I went to Vis for 7-12 grade and sent my kids here for Montessori. I sent both my sons here for Montessori, but would NEVER send them for grade school. I walked those halls as a parent for 6 years (3 kids) and it's not the place for boys. Check it out for yourself. Go sit in the kindergarten for a morning. As a high school girl, my blue collar parents sacrified near everything to send me here. It got me educated, yes, opened worlds of poetry and art and manners to me, thank God and God bless the sisters. But many of the girls I went to school with were just too spoiled wealthy to provide anywhere for a girl who shopped at Kmart and Target to find her drive or identity... I remember vividly one of the seniors, talking about where to go on their senior trip saying, "NOT Hawaii... I am SO SICK of Hawaii..." The clothes, the cars, the vacations... all too much the focus. The best thing about Vis was the sisters: graceful, loving, educated women who made me feel loved every day. Sadly, they are not a part of the Vis education as much any more. My own daughter started 7th grade last year. Not at Vis.
As an alum of Visitation, I have nothing but great things to say about Visitation. I went to Vis from grades 8-12, and my experience was extraordinary. I did not appreciate the education I was receiving as much until I was in college because I was so well prepared.
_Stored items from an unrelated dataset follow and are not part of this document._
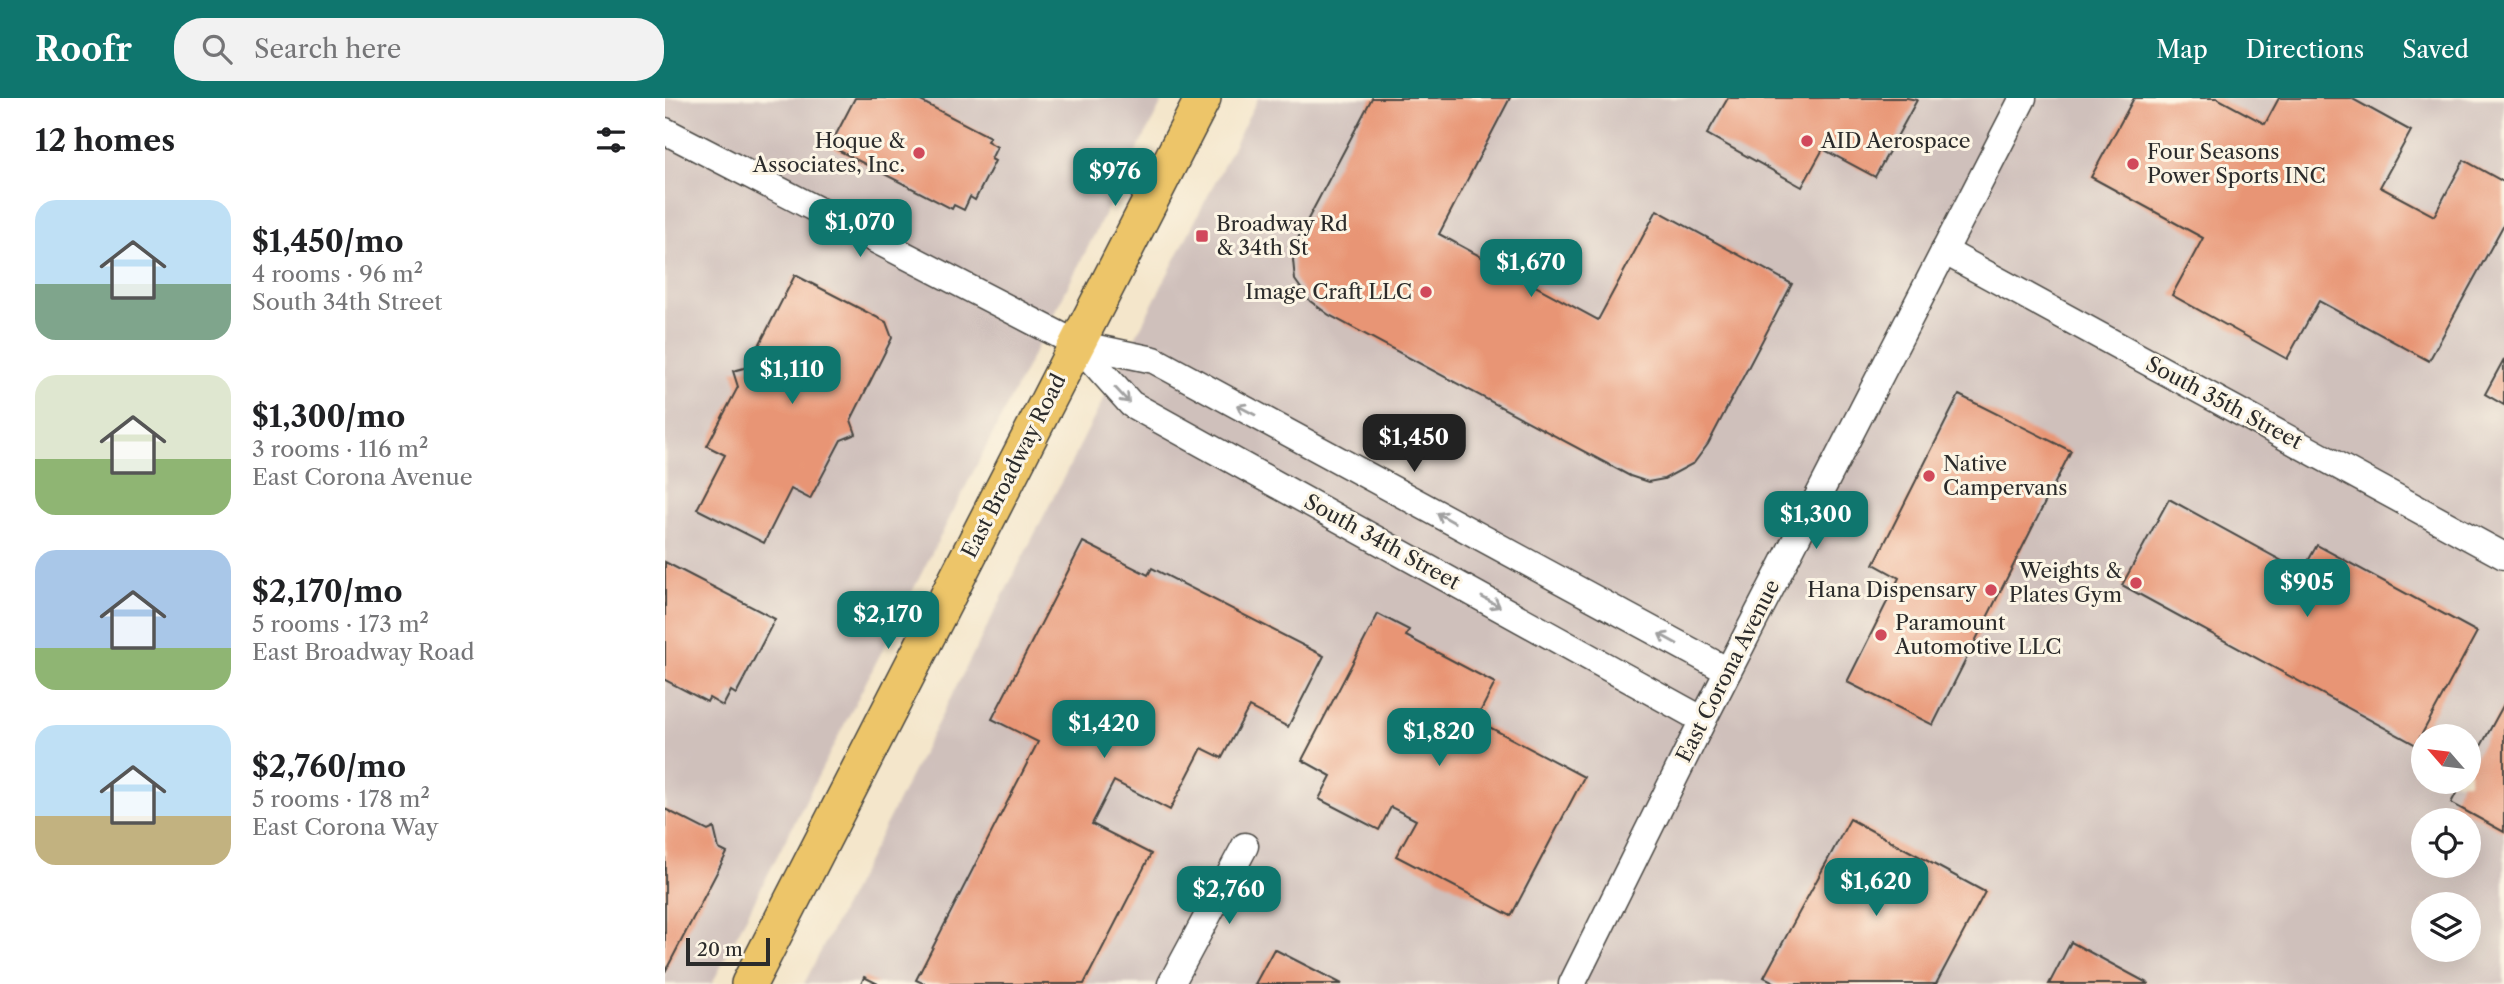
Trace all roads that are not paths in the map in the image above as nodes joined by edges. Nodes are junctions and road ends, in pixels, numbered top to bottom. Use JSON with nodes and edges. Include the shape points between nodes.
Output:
{"nodes":[{"id":1,"x":1203,"y":98,"type":"edge"},
{"id":2,"x":2023,"y":98,"type":"edge"},
{"id":3,"x":665,"y":131,"type":"edge"},
{"id":4,"x":1944,"y":251,"type":"junction"},
{"id":5,"x":1077,"y":344,"type":"junction"},
{"id":6,"x":2504,"y":556,"type":"edge"},
{"id":7,"x":1728,"y":671,"type":"junction"},
{"id":8,"x":1703,"y":720,"type":"junction"},
{"id":9,"x":1245,"y":846,"type":"dead end"},
{"id":10,"x":749,"y":984,"type":"edge"},
{"id":11,"x":1171,"y":984,"type":"edge"},
{"id":12,"x":1571,"y":984,"type":"edge"}],
"edges":[{"from":1,"to":5,"type":"main road","name":"East Broadway Road"},
{"from":2,"to":4,"type":"street","name":"East Corona Avenue"},
{"from":3,"to":5,"type":"street","name":"South 34th Street"},
{"from":4,"to":6,"type":"street","name":"South 35th Street"},
{"from":4,"to":7,"type":"street","name":"East Corona Avenue"},
{"from":7,"to":5,"type":"street","name":"South 34th Street","one_way":true,"via":[[1154,360]]},
{"from":5,"to":8,"type":"street","name":"South 34th Street","one_way":true,"via":[[1131,404]]},
{"from":5,"to":10,"type":"main road","name":"East Broadway Road"},
{"from":7,"to":8,"type":"street","name":"East Corona Avenue"},
{"from":8,"to":12,"type":"street","name":"East Corona Avenue"},
{"from":9,"to":11,"type":"street"}]}
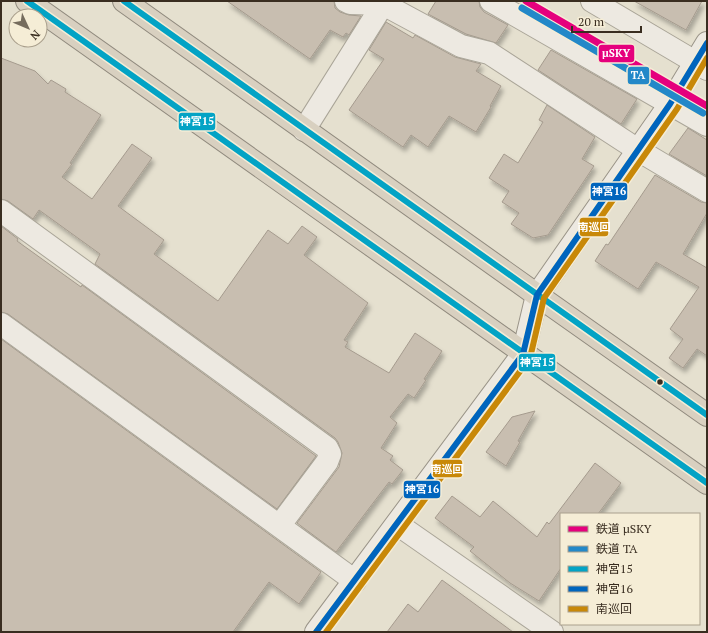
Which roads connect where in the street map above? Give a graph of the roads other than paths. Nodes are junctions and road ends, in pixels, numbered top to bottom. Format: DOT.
graph roads {
  1 [pos="26,1"];
  2 [pos="124,1"];
  3 [pos="346,1"];
  4 [pos="492,1"];
  5 [pos="592,1"];
  6 [pos="384,2"];
  7 [pos="707,43"];
  8 [pos="702,66"];
  9 [pos="670,104"];
  10 [pos="707,125"];
  11 [pos="304,130"];
  12 [pos="638,150"];
  13 [pos="707,191"];
  14 [pos="1,211"];
  15 [pos="537,296"];
  16 [pos="1,324"];
  17 [pos="523,354"];
  18 [pos="707,415"];
  19 [pos="707,483"];
  20 [pos="397,524"];
  21 [pos="280,526"];
  22 [pos="355,581"];
  23 [pos="316,632"];
  24 [pos="552,632"];
  1 -- 17 [label="highway"];
  2 -- 11 [label="highway"];
  3 -- 6 [label="street"];
  4 -- 9 [label="street"];
  5 -- 8 [label="street"];
  6 -- 11 [label="street"];
  6 -- 12 [label="street"];
  7 -- 8 [label="street"];
  8 -- 9 [label="street"];
  9 -- 10 [label="street"];
  9 -- 12 [label="street"];
  11 -- 15 [label="highway"];
  12 -- 13 [label="street"];
  12 -- 15 [label="street"];
  14 -- 21 [label="street"];
  15 -- 17 [label="street"];
  15 -- 18 [label="highway"];
  16 -- 21 [label="street"];
  17 -- 19 [label="highway"];
  17 -- 20 [label="street"];
  20 -- 22 [label="street"];
  20 -- 24 [label="street"];
  21 -- 22 [label="street"];
  22 -- 23 [label="street"];
}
The student-teacher relationships are great, and the teachers are always there to do what's best for the student. I have made life long friends at Vis, and the community so close knit. Everyone is always there to help everyone.
My wife and I researched many quality schools prior to choosing Visitation for our children; we were initially drawn to Visitation because of the high quality academics (looking specifically at lower and middle school entry points) as well as the Catholic faith aspect of the educational experience. Having been at Visitation now for over three years, we are fully satisfied with our school choice. Visitation combines high academics, outstanding administration/faculty/staff, and incredible facilities with a supportive family community. Our children are challenged and happy, and our entire family has developed friendships that extend far beyond the school day. Thanks, Vis!